The voting period ended on Friday 2019-12-27 23:59:59 UTC

Result
https://vote.debian.org/~secretary/gr_initsystems/results.txt
The winners are:
    Option 2 "B: Systemd but we support exploring alternatives"

Proposal B Proposer: Sam Hartman [hartm...@debian.org] [text of proposal] 
[amendment]
Choice 2: B: Systemd but we support exploring alternatives

Using its power under Constitution section 4.1 (5), the project issues the 
following statement describing our current position on Init systems, multiple 
init systems, and the use of systemd facilities. This statement describes the 
position of the project at the time it is adopted. That position may evolve as 
time passes without the need to resort to future general resolutions. The GR 
process remains available if the project needs a decision and cannot come to a 
consensus.

The Debian project recognizes that systemd service units are the preferred 
configuration for describing how to start a daemon/service. However, Debian 
remains an environment where developers and users can explore and develop 
alternate init systems and alternatives to systemd features. Those interested 
in exploring such alternatives need to provide the necessary development and 
packaging resources to do that work. Technologies such as elogind that 
facilitate exploring alternatives while running software that depends on some 
systemd interfaces remain important to Debian. It is important that the project 
support the efforts of developers working on such technologies where there is 
overlap between these technologies and the rest of the project, for example by 
reviewing patches and participating in discussions in a timely manner.

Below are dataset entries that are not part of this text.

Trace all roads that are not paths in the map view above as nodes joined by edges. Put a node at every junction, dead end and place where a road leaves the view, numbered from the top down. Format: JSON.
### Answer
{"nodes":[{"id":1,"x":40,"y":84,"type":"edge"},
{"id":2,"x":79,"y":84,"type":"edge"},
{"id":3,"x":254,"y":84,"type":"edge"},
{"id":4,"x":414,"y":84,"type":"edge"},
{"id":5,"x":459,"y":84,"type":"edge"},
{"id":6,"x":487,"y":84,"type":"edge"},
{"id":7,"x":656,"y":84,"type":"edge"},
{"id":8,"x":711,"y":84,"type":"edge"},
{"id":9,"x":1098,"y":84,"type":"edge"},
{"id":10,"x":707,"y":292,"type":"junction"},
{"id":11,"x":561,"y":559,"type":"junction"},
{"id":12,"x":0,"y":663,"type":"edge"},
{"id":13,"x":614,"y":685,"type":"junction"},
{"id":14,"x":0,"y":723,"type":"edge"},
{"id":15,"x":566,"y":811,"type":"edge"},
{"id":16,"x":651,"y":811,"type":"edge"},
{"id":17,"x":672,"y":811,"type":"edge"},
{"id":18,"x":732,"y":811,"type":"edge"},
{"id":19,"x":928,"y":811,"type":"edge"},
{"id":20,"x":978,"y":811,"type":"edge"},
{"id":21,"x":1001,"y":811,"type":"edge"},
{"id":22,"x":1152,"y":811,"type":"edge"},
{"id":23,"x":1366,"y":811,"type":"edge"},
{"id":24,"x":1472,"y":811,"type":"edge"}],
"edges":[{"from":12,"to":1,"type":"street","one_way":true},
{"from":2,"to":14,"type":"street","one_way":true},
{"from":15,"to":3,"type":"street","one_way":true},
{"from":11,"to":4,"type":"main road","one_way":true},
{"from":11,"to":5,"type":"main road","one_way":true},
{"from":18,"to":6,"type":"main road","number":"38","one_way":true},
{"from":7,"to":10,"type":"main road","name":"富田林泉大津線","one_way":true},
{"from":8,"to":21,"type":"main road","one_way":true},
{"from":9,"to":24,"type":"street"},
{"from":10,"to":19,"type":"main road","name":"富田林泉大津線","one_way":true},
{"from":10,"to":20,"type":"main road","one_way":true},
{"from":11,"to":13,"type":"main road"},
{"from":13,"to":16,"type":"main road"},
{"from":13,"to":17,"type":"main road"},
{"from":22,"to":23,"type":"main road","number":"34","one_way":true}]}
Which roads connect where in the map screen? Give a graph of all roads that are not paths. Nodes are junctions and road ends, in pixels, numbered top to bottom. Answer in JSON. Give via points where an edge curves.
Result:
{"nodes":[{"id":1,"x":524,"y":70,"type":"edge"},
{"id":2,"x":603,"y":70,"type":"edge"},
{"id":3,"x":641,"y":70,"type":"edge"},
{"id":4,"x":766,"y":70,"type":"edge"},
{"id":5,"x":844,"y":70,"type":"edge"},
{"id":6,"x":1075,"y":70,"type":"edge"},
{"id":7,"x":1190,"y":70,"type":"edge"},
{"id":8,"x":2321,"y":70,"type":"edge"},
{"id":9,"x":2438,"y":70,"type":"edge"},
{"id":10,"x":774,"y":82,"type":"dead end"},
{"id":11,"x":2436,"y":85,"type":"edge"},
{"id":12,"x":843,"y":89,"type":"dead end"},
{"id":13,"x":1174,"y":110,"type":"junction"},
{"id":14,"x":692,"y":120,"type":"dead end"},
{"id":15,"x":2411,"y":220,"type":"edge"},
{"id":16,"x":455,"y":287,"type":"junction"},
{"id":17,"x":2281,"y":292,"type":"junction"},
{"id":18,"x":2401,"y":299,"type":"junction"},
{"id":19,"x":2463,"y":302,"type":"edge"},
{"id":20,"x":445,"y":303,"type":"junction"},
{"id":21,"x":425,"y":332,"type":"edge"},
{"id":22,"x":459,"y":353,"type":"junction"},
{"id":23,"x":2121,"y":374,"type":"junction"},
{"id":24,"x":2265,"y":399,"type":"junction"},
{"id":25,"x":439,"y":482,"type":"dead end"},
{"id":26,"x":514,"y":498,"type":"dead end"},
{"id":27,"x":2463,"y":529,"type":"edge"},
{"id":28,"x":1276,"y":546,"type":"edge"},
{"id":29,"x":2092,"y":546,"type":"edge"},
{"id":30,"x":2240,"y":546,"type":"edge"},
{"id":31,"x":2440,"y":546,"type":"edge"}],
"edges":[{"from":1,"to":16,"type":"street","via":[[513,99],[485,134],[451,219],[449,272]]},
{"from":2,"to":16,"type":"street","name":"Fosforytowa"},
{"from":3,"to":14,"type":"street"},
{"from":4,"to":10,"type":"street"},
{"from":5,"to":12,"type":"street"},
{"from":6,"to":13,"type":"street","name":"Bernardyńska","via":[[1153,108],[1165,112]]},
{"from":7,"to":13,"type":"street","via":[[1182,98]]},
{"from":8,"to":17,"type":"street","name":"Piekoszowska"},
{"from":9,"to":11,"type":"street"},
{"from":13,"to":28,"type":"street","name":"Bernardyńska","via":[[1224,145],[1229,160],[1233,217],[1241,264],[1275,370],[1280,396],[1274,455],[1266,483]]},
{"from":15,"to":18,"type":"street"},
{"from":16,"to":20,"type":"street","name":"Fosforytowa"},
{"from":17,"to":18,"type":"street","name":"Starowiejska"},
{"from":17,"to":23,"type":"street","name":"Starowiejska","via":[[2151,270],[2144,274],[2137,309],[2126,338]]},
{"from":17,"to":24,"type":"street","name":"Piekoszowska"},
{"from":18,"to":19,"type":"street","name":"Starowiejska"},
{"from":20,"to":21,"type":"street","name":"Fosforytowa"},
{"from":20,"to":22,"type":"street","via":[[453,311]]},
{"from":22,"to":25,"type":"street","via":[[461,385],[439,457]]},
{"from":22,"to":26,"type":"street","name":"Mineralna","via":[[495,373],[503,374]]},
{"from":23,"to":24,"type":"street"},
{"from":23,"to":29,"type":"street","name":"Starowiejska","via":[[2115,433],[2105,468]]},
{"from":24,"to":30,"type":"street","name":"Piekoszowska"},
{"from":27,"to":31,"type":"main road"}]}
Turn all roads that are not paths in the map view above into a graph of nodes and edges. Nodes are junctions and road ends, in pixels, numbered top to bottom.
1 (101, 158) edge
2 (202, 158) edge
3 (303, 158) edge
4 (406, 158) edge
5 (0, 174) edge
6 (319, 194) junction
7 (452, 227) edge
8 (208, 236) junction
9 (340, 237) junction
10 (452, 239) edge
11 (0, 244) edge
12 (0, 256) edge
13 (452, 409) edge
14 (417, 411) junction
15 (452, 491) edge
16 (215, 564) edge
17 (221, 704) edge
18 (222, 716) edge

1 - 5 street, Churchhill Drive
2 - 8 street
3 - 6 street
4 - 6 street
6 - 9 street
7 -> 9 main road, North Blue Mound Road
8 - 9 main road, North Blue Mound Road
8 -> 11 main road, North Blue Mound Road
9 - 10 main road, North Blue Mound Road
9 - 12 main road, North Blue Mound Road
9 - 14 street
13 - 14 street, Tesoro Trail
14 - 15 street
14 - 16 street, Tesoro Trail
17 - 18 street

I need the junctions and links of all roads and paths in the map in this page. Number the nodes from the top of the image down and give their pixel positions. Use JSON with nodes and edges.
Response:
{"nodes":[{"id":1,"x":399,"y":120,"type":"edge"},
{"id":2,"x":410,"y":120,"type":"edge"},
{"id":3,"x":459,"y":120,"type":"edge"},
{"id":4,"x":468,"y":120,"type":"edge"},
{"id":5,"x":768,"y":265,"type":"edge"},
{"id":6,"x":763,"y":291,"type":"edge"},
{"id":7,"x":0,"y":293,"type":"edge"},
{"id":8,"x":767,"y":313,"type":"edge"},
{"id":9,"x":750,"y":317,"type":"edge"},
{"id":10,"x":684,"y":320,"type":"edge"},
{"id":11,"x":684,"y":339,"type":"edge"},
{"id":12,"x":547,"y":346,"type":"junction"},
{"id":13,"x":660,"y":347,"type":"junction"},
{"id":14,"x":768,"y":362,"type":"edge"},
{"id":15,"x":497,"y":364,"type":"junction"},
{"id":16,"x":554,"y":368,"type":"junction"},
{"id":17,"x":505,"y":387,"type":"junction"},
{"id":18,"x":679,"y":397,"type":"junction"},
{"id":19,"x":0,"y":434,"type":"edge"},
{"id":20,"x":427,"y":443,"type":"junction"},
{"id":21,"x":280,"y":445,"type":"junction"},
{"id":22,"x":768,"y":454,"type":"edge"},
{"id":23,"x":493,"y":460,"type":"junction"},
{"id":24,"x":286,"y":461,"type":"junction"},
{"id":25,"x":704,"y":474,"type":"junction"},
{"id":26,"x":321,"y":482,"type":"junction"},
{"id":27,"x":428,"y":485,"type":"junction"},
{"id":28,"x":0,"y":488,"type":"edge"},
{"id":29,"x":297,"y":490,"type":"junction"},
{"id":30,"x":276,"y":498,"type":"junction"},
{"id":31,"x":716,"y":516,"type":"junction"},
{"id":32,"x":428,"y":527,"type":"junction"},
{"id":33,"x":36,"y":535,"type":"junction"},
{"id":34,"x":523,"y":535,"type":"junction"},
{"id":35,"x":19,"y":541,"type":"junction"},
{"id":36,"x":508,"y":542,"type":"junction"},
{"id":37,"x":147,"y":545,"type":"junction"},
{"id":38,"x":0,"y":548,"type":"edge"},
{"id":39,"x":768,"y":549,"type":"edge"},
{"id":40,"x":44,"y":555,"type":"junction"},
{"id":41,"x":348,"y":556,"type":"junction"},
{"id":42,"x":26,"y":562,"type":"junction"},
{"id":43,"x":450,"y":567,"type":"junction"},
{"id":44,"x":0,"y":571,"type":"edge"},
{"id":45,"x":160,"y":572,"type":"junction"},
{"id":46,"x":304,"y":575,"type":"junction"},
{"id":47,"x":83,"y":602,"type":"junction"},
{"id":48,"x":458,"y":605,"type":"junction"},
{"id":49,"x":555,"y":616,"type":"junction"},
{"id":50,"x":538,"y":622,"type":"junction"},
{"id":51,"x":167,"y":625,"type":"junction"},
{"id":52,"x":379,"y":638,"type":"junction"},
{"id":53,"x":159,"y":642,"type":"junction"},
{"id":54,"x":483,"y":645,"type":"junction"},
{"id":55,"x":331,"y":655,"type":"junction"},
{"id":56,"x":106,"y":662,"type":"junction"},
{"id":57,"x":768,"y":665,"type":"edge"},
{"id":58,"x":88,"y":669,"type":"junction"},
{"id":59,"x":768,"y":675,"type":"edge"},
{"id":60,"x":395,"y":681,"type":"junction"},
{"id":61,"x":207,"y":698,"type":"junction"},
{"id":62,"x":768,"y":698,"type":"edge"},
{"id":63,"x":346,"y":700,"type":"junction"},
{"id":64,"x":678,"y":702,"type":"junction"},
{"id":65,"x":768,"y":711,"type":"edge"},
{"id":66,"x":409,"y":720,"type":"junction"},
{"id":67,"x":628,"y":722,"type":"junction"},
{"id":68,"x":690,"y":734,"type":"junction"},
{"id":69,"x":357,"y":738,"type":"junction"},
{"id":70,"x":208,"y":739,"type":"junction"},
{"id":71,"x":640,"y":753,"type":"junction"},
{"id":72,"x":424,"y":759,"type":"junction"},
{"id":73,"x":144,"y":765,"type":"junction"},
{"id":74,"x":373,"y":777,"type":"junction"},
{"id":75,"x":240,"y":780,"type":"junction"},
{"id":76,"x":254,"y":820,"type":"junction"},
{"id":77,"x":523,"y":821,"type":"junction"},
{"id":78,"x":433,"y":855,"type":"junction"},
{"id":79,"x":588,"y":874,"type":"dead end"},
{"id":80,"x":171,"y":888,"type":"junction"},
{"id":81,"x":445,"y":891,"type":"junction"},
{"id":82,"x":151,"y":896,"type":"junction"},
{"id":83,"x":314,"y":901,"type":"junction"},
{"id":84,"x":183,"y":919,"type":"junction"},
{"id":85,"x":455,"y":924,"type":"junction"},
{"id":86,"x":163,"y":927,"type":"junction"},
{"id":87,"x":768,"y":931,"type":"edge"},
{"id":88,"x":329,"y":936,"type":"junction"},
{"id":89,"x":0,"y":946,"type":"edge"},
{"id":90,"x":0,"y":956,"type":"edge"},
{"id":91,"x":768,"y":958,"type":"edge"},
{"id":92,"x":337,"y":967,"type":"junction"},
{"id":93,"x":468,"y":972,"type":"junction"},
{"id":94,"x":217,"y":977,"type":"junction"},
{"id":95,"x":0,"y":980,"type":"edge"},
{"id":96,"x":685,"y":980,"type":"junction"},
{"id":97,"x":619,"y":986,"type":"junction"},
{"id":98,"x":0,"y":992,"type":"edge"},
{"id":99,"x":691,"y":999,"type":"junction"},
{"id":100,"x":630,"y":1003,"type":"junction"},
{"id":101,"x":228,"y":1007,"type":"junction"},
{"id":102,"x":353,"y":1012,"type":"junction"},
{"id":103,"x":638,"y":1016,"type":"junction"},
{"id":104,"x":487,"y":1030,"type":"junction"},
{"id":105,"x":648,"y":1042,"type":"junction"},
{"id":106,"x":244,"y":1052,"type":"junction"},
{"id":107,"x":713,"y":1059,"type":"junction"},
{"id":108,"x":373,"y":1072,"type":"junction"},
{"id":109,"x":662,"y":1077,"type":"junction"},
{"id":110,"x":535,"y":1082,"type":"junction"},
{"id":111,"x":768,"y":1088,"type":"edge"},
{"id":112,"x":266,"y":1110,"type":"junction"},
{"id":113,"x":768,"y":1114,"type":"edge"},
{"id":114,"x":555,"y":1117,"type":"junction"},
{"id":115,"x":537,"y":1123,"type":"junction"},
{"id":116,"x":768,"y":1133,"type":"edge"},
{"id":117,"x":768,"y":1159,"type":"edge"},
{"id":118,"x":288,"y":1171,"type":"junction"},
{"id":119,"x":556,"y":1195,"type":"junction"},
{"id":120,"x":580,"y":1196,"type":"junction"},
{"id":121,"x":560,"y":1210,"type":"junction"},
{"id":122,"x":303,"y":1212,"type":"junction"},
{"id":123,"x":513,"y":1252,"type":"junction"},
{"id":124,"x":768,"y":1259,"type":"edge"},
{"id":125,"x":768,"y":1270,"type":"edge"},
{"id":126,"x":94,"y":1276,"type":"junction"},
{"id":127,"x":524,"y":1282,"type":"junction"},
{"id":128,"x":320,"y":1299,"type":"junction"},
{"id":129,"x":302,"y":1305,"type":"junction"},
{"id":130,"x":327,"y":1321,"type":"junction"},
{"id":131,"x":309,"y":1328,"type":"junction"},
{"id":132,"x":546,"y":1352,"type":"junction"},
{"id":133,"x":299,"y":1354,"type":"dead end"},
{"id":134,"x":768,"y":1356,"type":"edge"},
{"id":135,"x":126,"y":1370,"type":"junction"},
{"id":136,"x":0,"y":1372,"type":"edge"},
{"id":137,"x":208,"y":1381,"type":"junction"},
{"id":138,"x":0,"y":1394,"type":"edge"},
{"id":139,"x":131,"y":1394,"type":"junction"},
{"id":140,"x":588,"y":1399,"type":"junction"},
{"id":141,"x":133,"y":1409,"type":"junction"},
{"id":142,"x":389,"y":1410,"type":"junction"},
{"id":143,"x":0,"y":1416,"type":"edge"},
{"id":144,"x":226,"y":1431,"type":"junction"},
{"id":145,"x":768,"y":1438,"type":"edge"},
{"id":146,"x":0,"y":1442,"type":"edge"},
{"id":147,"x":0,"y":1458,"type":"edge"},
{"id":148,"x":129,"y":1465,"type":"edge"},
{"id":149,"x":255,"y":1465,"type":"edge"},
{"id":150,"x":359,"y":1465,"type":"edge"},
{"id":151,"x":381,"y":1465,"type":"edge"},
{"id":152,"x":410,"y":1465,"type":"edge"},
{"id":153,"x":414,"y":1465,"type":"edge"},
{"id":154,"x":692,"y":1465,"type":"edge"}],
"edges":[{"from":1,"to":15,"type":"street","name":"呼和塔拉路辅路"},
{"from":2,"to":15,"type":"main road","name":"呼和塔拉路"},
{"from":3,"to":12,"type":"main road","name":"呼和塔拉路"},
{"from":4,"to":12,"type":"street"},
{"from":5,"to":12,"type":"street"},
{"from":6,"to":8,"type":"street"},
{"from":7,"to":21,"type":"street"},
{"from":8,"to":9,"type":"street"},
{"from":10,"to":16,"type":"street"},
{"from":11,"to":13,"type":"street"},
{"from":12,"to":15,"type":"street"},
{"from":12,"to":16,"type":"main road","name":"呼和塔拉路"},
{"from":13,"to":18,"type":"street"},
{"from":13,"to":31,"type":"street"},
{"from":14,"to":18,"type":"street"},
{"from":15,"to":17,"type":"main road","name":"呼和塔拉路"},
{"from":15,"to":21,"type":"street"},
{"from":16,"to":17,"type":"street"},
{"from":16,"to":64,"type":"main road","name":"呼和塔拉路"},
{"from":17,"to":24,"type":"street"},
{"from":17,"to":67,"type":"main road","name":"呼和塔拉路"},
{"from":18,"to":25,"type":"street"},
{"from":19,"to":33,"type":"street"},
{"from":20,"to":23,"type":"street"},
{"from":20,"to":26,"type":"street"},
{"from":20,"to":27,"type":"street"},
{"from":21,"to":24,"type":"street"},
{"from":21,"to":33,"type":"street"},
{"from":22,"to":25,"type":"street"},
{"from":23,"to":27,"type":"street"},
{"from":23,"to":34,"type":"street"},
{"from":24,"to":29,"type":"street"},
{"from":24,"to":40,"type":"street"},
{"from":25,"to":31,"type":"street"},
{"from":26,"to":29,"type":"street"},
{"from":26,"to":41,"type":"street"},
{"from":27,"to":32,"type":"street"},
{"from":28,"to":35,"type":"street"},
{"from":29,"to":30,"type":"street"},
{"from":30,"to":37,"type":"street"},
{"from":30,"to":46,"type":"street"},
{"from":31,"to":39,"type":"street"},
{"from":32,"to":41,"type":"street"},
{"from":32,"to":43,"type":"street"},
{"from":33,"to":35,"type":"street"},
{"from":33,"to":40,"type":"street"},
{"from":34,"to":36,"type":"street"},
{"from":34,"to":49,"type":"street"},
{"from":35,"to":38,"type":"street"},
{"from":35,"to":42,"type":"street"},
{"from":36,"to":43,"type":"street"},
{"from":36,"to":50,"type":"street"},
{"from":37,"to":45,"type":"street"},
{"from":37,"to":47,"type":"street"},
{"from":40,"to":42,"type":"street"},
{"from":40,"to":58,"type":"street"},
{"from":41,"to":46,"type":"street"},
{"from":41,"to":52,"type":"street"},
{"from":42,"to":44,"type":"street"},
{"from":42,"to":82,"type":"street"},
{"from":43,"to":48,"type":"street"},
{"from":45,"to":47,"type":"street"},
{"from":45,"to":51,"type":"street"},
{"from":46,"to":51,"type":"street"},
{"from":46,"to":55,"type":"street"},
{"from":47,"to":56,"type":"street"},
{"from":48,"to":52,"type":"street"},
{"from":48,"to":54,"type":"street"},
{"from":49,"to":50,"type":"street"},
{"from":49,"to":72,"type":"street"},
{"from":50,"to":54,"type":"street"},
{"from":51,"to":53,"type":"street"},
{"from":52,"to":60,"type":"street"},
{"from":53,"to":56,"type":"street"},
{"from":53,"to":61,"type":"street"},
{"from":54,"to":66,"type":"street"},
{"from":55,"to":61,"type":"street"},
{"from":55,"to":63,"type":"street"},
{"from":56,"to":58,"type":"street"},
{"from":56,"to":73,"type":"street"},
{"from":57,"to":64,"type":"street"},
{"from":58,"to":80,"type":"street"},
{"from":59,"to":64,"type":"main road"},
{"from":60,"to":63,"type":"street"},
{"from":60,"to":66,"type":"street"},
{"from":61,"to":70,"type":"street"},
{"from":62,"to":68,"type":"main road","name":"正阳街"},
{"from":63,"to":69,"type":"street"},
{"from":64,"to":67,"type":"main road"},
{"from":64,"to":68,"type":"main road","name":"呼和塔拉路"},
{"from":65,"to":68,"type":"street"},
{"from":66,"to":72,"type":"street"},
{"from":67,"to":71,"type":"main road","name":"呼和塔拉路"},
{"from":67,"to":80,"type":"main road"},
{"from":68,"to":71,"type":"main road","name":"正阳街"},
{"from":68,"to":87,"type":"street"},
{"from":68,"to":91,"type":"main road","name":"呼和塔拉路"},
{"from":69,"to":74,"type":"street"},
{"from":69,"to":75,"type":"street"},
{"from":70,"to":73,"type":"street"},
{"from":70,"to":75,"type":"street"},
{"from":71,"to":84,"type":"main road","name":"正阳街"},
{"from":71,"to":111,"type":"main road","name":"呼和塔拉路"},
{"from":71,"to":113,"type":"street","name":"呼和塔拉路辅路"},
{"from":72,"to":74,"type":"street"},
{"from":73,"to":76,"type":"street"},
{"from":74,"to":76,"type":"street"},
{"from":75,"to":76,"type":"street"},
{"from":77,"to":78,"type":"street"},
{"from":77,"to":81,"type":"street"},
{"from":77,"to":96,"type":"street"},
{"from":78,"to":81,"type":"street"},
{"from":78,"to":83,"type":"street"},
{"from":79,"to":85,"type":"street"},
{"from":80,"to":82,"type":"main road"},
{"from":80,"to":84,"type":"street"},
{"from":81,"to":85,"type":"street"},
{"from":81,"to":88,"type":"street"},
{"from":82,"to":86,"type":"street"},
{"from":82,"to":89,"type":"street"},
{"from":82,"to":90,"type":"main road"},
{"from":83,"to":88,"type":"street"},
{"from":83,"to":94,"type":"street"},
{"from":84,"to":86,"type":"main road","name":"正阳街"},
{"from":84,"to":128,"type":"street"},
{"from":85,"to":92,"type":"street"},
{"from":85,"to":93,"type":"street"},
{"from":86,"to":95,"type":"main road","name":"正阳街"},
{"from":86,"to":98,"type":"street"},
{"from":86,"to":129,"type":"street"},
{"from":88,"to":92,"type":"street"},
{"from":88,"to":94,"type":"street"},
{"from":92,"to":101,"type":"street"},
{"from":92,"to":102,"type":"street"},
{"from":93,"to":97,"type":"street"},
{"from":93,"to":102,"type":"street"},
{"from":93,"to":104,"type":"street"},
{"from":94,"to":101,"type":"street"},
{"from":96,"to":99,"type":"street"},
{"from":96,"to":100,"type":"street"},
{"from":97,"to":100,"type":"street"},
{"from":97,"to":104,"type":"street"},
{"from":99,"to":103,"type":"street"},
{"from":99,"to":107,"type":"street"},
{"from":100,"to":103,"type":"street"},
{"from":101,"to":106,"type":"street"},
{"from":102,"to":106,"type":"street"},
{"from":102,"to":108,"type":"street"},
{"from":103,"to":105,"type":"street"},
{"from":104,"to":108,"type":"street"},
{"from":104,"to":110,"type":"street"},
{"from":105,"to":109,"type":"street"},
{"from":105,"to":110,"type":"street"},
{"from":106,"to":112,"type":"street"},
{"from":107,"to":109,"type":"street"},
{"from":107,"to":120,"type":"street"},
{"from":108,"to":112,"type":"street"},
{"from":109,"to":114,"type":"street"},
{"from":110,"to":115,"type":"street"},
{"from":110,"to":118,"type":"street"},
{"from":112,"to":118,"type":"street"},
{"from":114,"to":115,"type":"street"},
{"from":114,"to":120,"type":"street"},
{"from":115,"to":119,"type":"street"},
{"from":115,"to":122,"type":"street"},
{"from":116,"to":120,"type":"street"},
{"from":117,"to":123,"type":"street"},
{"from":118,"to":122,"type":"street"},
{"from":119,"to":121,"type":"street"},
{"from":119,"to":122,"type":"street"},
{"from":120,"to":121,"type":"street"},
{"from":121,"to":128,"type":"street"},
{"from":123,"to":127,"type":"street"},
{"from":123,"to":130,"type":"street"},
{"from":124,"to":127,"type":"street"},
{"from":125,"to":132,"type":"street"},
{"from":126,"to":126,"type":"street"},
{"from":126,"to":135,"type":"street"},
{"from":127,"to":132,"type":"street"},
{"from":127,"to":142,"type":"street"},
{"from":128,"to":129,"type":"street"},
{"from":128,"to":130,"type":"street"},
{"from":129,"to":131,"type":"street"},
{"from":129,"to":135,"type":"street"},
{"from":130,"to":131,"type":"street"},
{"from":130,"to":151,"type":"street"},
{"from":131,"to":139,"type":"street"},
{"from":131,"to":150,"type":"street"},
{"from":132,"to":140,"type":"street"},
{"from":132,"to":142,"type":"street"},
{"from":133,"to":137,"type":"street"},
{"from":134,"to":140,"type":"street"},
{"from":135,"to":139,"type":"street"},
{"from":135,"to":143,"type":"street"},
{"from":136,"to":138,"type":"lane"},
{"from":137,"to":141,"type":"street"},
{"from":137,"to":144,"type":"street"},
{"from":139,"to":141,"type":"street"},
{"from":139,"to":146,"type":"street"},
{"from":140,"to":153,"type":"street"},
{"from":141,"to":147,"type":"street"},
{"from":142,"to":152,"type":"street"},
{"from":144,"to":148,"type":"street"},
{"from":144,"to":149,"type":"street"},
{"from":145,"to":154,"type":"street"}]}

Packages should include service units or init scripts to start daemons and 
services. Packages may use any systemd facility at the package maintainer's 
discretion, provided that this is consistent with other Policy requirements and 
the normal expectation that packages shouldn't depend on experimental or 
unsupported (in Debian) features of other packages. Packages may include 
support for alternate init systems besides systemd and may include alternatives 
for any systemd-specific interfaces they use. Maintainers use their normal 
procedures for deciding which patches to include.

Debian is committed to working with derivatives that make different choices 
about init systems. As with all our interactions with downstreams, the relevant 
maintainers will work with the downstreams to figure out which changes it makes 
sense to fold into Debian and which changes remain purely in the derivative.